== Data

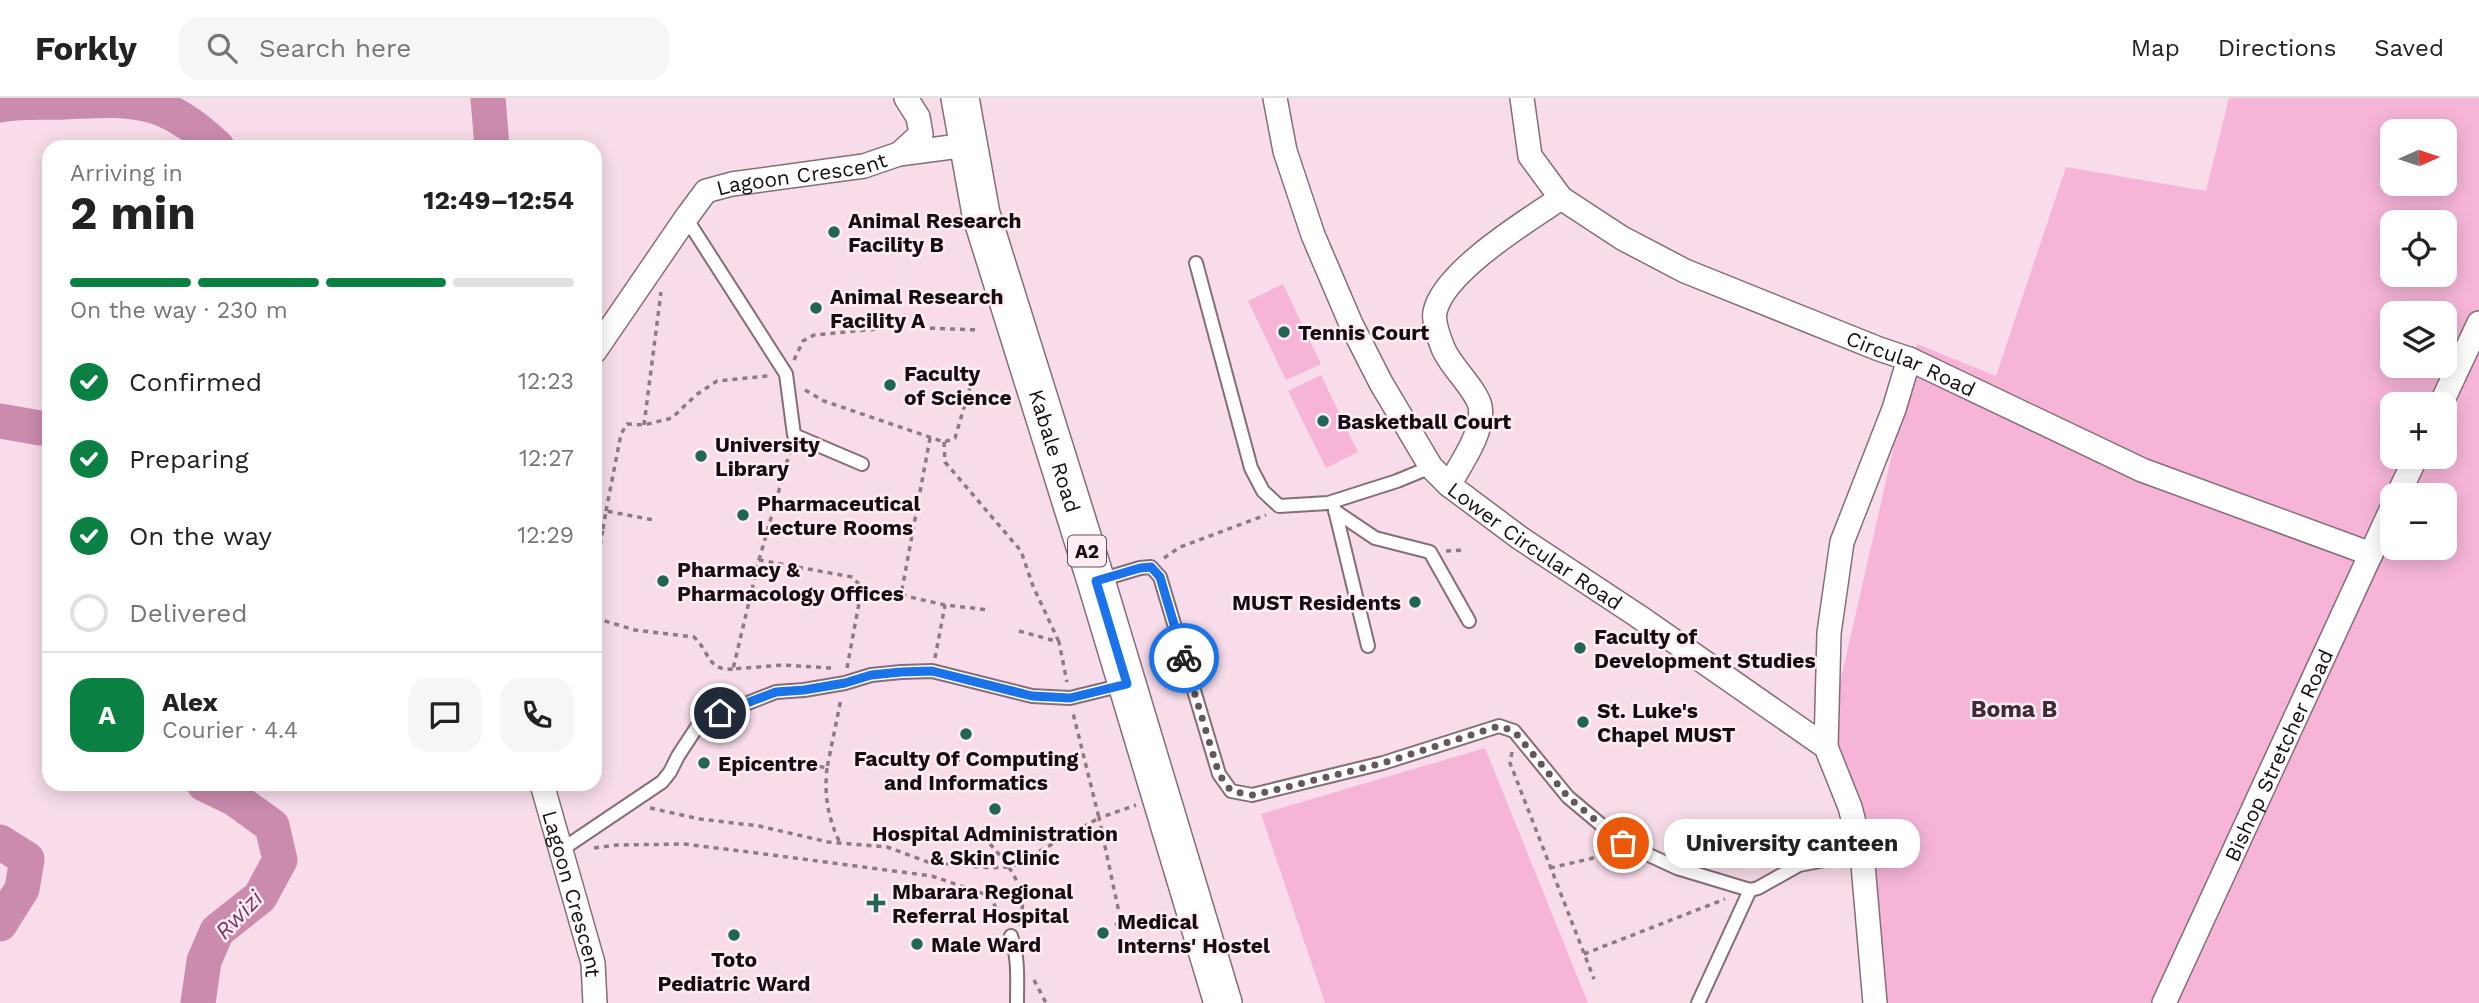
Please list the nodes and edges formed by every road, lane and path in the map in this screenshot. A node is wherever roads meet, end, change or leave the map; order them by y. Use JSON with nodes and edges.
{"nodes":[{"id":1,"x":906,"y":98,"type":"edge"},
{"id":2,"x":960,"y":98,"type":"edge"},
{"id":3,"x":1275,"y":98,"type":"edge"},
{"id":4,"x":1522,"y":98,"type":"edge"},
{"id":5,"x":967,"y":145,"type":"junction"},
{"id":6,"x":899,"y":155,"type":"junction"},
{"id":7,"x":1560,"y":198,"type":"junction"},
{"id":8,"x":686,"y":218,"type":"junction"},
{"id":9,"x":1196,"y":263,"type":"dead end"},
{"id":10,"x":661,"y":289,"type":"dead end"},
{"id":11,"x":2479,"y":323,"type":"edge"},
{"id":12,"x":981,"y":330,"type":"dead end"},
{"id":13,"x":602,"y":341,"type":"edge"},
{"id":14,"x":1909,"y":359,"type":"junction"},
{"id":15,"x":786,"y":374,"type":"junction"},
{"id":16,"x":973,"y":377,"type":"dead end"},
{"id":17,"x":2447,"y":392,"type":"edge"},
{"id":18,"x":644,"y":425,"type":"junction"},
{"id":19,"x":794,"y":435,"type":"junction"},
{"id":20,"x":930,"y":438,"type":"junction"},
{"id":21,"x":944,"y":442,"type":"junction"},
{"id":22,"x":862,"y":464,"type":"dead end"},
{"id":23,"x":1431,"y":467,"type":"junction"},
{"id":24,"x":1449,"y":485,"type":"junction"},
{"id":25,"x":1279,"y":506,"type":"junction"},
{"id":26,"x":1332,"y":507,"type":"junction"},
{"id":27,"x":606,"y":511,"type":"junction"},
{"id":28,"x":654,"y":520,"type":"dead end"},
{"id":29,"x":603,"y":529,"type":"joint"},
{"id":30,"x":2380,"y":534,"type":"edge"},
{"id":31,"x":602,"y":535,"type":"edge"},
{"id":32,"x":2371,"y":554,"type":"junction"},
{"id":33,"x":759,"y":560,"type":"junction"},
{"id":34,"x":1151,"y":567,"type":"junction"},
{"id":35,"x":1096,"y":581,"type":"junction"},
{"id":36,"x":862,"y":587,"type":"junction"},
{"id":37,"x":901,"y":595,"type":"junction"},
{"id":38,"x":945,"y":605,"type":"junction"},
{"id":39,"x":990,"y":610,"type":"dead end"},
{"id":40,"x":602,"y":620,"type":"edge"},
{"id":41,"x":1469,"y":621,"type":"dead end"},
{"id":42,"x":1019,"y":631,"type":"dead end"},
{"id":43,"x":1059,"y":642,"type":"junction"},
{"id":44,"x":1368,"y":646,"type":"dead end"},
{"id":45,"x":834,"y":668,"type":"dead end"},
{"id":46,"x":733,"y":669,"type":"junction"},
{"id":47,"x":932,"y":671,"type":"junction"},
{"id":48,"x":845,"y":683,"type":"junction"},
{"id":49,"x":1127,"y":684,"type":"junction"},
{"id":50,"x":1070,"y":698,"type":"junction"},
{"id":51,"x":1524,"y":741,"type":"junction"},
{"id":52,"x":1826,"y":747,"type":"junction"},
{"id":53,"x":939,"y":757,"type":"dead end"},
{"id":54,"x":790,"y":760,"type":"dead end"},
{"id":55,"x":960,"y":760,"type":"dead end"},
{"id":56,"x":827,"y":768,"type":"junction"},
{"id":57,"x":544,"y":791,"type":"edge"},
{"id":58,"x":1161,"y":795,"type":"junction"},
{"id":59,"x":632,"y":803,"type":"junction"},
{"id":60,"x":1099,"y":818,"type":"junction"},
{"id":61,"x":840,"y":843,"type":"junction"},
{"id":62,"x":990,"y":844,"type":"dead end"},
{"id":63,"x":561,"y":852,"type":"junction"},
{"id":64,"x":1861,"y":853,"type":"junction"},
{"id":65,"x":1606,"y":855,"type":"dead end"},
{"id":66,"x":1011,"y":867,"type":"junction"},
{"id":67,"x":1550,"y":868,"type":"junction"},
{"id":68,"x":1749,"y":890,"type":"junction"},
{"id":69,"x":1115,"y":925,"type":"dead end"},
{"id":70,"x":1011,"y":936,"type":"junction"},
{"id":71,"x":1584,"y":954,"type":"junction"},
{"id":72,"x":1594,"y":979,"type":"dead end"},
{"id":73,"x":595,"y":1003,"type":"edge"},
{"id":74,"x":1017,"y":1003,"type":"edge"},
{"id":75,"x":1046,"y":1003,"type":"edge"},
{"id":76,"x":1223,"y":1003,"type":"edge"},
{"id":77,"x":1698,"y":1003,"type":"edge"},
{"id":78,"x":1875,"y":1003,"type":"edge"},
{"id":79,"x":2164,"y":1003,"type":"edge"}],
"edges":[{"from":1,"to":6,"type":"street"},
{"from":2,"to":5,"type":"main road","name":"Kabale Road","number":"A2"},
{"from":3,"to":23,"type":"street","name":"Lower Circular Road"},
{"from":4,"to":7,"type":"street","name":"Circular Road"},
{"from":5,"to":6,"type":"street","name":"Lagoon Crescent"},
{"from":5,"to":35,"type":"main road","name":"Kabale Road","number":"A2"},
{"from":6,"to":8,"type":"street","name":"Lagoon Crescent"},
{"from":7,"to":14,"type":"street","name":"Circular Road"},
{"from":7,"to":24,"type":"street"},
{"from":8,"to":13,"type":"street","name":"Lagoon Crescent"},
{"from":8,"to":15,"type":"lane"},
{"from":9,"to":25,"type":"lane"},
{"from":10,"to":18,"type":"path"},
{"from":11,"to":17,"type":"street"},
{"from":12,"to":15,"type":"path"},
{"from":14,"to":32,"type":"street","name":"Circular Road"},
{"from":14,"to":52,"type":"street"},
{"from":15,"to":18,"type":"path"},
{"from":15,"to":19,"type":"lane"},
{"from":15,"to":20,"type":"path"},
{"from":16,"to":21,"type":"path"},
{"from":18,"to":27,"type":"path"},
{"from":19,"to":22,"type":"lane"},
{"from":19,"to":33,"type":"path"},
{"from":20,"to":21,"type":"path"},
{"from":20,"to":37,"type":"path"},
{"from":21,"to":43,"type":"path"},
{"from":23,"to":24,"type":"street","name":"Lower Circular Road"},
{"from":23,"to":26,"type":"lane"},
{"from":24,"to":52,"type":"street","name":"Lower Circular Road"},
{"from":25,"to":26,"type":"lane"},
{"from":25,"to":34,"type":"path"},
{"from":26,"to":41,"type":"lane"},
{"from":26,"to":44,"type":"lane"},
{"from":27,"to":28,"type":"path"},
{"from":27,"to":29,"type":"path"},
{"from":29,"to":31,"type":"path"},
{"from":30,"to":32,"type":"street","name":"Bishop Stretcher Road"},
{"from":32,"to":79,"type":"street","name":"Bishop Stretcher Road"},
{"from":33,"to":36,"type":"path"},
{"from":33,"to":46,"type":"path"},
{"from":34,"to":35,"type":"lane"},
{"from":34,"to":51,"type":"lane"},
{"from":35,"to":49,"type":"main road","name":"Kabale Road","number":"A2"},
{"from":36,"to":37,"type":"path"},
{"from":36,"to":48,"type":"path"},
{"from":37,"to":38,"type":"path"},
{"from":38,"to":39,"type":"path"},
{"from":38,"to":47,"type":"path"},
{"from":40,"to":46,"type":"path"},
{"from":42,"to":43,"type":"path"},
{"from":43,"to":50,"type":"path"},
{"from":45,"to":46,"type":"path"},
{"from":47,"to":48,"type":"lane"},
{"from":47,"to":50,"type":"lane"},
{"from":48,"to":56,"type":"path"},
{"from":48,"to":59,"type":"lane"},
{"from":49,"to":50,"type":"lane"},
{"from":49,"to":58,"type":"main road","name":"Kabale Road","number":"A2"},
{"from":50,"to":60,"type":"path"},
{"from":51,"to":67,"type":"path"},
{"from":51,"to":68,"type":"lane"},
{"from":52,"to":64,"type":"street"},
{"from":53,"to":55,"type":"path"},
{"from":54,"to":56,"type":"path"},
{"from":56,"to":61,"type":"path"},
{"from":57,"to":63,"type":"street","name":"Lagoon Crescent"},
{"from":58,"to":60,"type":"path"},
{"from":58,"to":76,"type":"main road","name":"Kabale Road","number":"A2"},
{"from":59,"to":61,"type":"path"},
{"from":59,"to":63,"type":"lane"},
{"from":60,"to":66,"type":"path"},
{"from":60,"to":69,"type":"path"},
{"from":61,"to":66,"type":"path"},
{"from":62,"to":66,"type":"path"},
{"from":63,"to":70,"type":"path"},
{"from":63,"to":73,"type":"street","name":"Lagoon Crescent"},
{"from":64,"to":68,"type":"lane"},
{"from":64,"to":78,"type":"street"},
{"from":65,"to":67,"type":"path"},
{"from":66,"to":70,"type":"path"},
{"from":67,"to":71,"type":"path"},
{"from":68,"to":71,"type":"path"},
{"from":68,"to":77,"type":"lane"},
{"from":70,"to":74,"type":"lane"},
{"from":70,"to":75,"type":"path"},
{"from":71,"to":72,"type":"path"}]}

====

- **Goal of the exercise**
Which lines of the data contain the string "Crescent"? Copy each of them.

- **The completed task**
{"from":5,"to":6,"type":"street","name":"Lagoon Crescent"},
{"from":6,"to":8,"type":"street","name":"Lagoon Crescent"},
{"from":8,"to":13,"type":"street","name":"Lagoon Crescent"},
{"from":57,"to":63,"type":"street","name":"Lagoon Crescent"},
{"from":63,"to":73,"type":"street","name":"Lagoon Crescent"},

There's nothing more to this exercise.